Uncover the Value of a 1952 Wheat Penny


In 1952, the Lincoln wheat cent was minted during a period of transition in the United States. Harry S. Truman was President at the beginning of the year, and Dwight D. Eisenhower was elected to take office by the end. This article will explore the history and value of the 1952 wheat penny.

1. History of the Lincoln Wheat Cent

With over a dozen Lincoln-based coins in American history, the Lincoln Wheat Penny stands out as a must-have for any collector. However, it can be
difficult to determine the authenticity of this piece. To gain a better understanding of its history, let us explore further.

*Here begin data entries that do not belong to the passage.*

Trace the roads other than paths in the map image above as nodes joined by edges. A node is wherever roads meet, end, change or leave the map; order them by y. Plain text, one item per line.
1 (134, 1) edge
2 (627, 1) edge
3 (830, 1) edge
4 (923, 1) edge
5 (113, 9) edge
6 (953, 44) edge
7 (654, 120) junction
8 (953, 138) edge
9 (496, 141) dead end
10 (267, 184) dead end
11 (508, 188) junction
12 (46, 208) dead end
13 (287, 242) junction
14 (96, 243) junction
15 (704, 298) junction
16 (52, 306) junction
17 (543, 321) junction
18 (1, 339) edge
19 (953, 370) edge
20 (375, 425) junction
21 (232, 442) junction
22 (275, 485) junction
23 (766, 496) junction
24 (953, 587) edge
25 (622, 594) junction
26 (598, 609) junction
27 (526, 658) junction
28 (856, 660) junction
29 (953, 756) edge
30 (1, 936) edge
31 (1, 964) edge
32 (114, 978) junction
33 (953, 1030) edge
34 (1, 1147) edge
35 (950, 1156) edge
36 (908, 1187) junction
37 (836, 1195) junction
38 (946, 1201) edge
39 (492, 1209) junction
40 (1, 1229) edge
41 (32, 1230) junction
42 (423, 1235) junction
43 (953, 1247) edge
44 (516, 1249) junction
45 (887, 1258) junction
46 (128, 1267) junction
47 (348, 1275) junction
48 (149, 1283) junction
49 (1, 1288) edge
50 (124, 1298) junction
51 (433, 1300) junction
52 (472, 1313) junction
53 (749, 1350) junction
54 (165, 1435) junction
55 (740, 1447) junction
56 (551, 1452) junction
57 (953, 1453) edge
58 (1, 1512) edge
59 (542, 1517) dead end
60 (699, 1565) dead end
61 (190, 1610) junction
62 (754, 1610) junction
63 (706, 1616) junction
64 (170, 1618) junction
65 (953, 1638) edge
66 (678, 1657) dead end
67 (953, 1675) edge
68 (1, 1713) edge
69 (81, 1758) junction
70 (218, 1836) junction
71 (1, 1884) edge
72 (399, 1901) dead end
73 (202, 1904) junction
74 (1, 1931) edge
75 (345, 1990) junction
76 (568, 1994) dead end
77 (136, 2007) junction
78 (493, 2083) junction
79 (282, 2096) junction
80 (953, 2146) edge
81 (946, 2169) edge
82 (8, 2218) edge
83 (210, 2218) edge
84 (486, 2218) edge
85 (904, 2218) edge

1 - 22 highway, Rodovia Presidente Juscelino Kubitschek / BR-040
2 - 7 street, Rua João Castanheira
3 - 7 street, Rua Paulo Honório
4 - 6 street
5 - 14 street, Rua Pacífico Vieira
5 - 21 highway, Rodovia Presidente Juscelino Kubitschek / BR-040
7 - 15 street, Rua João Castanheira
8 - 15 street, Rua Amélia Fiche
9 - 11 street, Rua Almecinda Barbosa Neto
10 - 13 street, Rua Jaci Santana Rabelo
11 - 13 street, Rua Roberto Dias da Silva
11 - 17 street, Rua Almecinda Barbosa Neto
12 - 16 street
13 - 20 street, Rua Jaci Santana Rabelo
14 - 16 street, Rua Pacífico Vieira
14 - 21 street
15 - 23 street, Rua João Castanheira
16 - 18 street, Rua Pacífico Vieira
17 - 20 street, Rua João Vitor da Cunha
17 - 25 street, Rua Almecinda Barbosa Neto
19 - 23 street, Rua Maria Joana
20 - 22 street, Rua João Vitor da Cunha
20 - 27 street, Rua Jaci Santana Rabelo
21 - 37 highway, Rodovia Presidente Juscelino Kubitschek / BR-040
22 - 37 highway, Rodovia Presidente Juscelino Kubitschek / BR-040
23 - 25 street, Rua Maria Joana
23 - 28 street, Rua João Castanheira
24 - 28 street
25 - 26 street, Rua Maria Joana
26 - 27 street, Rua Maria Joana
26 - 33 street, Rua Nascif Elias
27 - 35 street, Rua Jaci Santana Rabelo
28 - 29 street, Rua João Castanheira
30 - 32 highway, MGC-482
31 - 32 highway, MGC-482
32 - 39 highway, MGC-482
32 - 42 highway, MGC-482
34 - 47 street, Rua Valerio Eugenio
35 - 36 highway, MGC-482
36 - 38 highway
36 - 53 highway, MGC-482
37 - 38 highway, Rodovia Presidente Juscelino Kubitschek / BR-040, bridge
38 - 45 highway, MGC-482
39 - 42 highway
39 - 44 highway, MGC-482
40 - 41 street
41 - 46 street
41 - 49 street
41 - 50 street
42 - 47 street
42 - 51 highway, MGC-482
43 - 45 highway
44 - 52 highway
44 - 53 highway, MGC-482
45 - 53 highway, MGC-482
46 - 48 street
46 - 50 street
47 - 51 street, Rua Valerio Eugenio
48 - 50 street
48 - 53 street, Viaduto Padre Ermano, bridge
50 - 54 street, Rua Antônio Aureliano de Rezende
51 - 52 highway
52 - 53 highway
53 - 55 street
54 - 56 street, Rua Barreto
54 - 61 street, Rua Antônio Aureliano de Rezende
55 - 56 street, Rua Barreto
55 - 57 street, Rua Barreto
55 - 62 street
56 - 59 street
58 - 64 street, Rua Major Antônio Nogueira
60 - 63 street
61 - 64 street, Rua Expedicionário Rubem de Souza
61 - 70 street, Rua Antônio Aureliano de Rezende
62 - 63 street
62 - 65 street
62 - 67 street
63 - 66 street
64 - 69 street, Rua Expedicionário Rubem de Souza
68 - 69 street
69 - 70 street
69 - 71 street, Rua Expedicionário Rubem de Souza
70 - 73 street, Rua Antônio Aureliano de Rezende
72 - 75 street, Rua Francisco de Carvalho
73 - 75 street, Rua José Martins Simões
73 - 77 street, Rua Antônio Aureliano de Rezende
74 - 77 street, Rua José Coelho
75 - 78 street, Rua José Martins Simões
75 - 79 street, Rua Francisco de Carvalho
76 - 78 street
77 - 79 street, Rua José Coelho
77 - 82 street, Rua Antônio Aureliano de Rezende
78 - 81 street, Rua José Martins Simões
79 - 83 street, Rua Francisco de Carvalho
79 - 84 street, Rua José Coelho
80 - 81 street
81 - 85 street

Prior to determining the 1952 penny value, it is important to explore the history of the Lincoln Wheat Cent. In 1909, the United States Mint replaced the Indian Head Cent with the Lincoln Wheat Cent. By 1952, the Mint had produced nearly 37 billion of these coins. The designer of the Indian Head Nickel, Earl Fraser, created a new pattern to replace existing coins.

The Lincoln Wheat Cent, featuring wheat ears on the reverse, was produced by the mint until 1959, when it was redesigned by Frank Gasparro to feature the Lincoln Memorial in Washington, DC. This alteration was met with resistance, and the coins were never accepted. Nevertheless, the Lincoln Memorial’s reversal remained in circulation for 50 years.

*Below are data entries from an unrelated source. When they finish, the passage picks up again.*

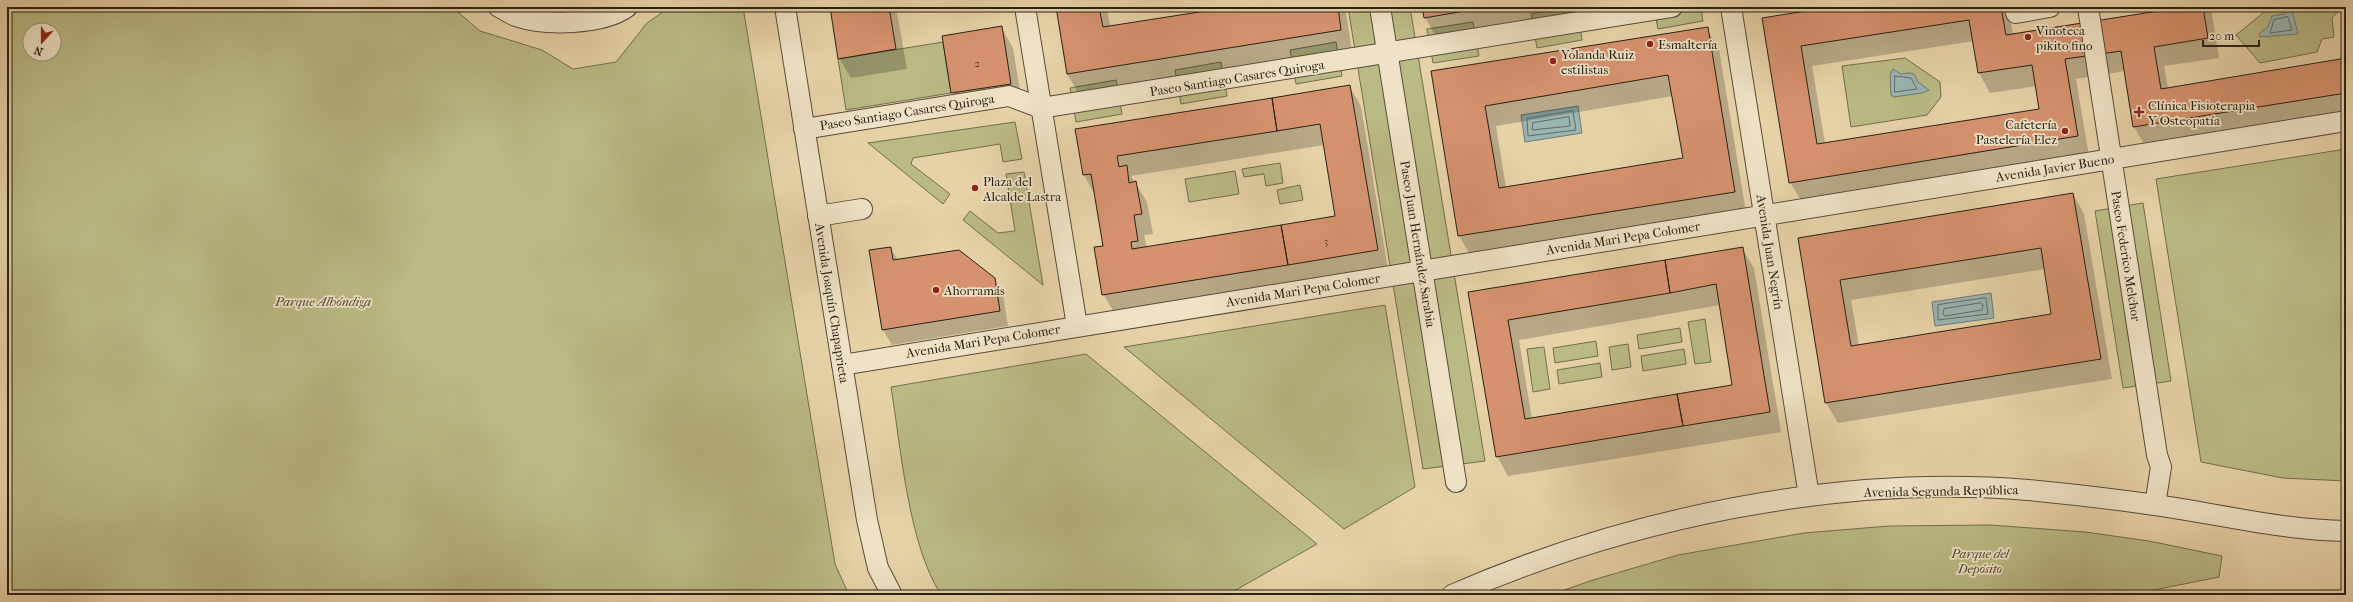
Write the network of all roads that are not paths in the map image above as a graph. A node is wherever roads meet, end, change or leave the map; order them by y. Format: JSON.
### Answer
{"nodes":[{"id":1,"x":500,"y":7,"type":"edge"},
{"id":2,"x":628,"y":7,"type":"edge"},
{"id":3,"x":785,"y":7,"type":"edge"},
{"id":4,"x":1025,"y":7,"type":"edge"},
{"id":5,"x":1380,"y":7,"type":"edge"},
{"id":6,"x":1672,"y":7,"type":"edge"},
{"id":7,"x":1731,"y":7,"type":"edge"},
{"id":8,"x":2015,"y":7,"type":"edge"},
{"id":9,"x":2050,"y":7,"type":"edge"},
{"id":10,"x":2088,"y":7,"type":"edge"},
{"id":11,"x":1388,"y":54,"type":"junction"},
{"id":12,"x":1041,"y":108,"type":"junction"},
{"id":13,"x":2346,"y":121,"type":"edge"},
{"id":14,"x":804,"y":129,"type":"junction"},
{"id":15,"x":2112,"y":159,"type":"junction"},
{"id":16,"x":862,"y":209,"type":"dead end"},
{"id":17,"x":1764,"y":215,"type":"junction"},
{"id":18,"x":818,"y":216,"type":"junction"},
{"id":19,"x":1421,"y":271,"type":"junction"},
{"id":20,"x":1077,"y":326,"type":"junction"},
{"id":21,"x":842,"y":365,"type":"junction"},
{"id":22,"x":1456,"y":482,"type":"dead end"},
{"id":23,"x":1810,"y":496,"type":"junction"},
{"id":24,"x":2155,"y":505,"type":"junction"},
{"id":25,"x":2346,"y":531,"type":"edge"},
{"id":26,"x":892,"y":595,"type":"edge"},
{"id":27,"x":1452,"y":595,"type":"edge"}],
"edges":[{"from":1,"to":2,"type":"street"},
{"from":3,"to":14,"type":"street","name":"Avenida Joaquín Chapaprieta"},
{"from":4,"to":12,"type":"street"},
{"from":5,"to":11,"type":"street","name":"Paseo Juan Hernández Sarabia"},
{"from":6,"to":11,"type":"street","name":"Paseo Santiago Casares Quiroga"},
{"from":7,"to":17,"type":"street","name":"Avenida Juan Negrín"},
{"from":8,"to":9,"type":"street"},
{"from":10,"to":15,"type":"street","name":"Paseo Federico Melchor"},
{"from":11,"to":12,"type":"street","name":"Paseo Santiago Casares Quiroga"},
{"from":11,"to":19,"type":"street","name":"Paseo Juan Hernández Sarabia"},
{"from":12,"to":14,"type":"street","name":"Paseo Santiago Casares Quiroga"},
{"from":12,"to":20,"type":"street"},
{"from":13,"to":15,"type":"street","name":"Avenida Javier Bueno"},
{"from":14,"to":18,"type":"street","name":"Avenida Joaquín Chapaprieta"},
{"from":15,"to":17,"type":"street","name":"Avenida Javier Bueno"},
{"from":15,"to":24,"type":"street","name":"Paseo Federico Melchor"},
{"from":16,"to":18,"type":"street"},
{"from":17,"to":19,"type":"street","name":"Avenida Mari Pepa Colomer"},
{"from":17,"to":23,"type":"street","name":"Avenida Juan Negrín"},
{"from":18,"to":21,"type":"street","name":"Avenida Joaquín Chapaprieta"},
{"from":19,"to":20,"type":"street","name":"Avenida Mari Pepa Colomer"},
{"from":19,"to":22,"type":"street","name":"Paseo Juan Hernández Sarabia"},
{"from":20,"to":21,"type":"street","name":"Avenida Mari Pepa Colomer"},
{"from":21,"to":26,"type":"street","name":"Avenida Joaquín Chapaprieta"},
{"from":23,"to":24,"type":"street","name":"Avenida Segunda República"},
{"from":23,"to":27,"type":"street","name":"Avenida Segunda República"},
{"from":24,"to":25,"type":"street","name":"Avenida Segunda República"}]}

In 1943, the US government altered the composition of wheat pennies, which had previously been 95% copper, 5% tin, and zinc, to 100% steel with a thin layer of zinc plating. This reduced the weight from 3.11g to 2.7g. Tin was removed from the composition in 1944, but reinstated in 1947.

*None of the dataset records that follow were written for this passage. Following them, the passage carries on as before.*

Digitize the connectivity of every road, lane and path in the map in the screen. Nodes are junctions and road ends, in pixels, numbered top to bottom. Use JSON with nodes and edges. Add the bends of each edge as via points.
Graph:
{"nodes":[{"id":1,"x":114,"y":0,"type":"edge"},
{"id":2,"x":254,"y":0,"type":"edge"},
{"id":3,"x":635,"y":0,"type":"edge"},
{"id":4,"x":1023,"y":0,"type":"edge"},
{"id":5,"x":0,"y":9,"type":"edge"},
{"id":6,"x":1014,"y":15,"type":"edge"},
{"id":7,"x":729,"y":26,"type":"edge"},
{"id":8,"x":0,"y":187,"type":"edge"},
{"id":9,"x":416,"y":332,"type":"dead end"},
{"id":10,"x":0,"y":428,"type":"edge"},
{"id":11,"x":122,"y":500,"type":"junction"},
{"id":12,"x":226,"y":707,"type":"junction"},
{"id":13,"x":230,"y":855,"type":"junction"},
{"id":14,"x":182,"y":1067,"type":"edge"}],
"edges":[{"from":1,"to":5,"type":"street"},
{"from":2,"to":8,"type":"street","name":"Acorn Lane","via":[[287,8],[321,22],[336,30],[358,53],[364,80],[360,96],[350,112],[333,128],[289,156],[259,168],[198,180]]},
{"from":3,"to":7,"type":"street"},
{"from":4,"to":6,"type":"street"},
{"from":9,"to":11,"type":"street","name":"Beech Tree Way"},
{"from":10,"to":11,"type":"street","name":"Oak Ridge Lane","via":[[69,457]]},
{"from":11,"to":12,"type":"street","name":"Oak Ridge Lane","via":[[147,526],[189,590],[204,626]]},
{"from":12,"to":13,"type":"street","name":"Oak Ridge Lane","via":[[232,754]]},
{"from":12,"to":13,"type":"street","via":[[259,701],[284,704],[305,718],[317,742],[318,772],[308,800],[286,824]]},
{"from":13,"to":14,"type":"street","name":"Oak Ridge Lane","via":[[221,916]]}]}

In 1982, the rising cost of copper necessitated a change in the composition of the U.S. cent. The new core consists of 0.8% copper and 99.2% zinc,
with a thin coating of pure copper. This iteration of the cent weighs 2.5g.

2. 1952 Lincoln Wheat Penny Errors and Varieties

The 1952 Lincoln wheat penny saw a high volume of mass production, resulting in a variety of errors. Of particular note is the Lincoln double die,
a rare and sought-after variety. However, only one common die variety was produced that year.


3. Grading Your Lincoln Penny

Mastering the art of classifying Lincoln wheat coins is a skill that experienced coin collectors hone over many years. Coin classification is an opinion-based description of the condition of a particular coin, which is generally accepted by dealers and collectors alike.

Grading Lincoln pennies requires an understanding of the arithmetical standards used to assign a value to a coin. While not a scientific process, theorists have established criteria to assess the quality of a coin, allowing for an accurate determination of its worth.

Grading Lincoln Pennies is a subjective process, with a scale of 1 to 70. A grade of 1 is nearly unrecognizable due to wear, while a grade of 70 is a perfect, pristine example. To accurately grade a Lincoln Penny, one must become familiar with the grading standards.


4. Striking Characteristics

In 1952, the United States Mint produced hundreds of millions of wheat penny cents at three separate facilities: Philadelphia, Denver, and San Francisco. Despite the high output, the mint workers had ample time to ensure the coins were of superior quality, making it easy to find impressive examples.


5. Values & Mintages

The 1952 wheat penny is a popular coin, and well-marked, uncirculated specimens can be worth several dollars. Although these coins are no longer in circulation, they can occasionally be found in pocket change.

Date and Mint Mintage Circ. Buy Circ. Se,ll Unc. Buy Unc. Sell
1952 186,775,000 $0.09 $0.04 $1.20 $0.90
1952 – D 746,130,000 $0.09 $0.04 $0.90 $0.70
1952 – S 137,800,004 $0.09 $0.04 $2.20 $1.50
1952 Proof 81,980 n.a. n.a. $42.00 $30.00


6. Auction records

Top Ten Auction Records for the 1952 Wheat Penny :

  • $9,775 – David Lawrence RC; MS67 (PCGS), November 2007.
  • $6,463 – Heritage Auctions; MS67+ (PCGS), April 2015.
  • $6,325 – Heritage Auctions; MS67 (PCGS), September 2008.
  • $6,325 – Heritage Auctions; MS67 (PCGS), May 2005.
  • $5,980 – Bowers & Merena; MS67 (PCGS), August 2006.
  • $5,800 – eBay; MS67 (PCGS), March 2012.
  • $5,290 – David Lawrence RC; MS67 (PCGS), August 2009.
  • $5,100 – Superior Galleries; MS67 (PCGS), January 2004.
  • $5,060 – Heritage Auctions; MS67 (PCGS), January 2005.
  • $4,994 – Heritage Auctions; MS67 (PCGS),April 2014.


The 1952 wheat penny, or wheat cent, is a highly sought-after coin among collectors. This article provides an overview of the history of the wheat
penny, its value, and striking characteristics, as well as grading standards for the 1952 wheat cent.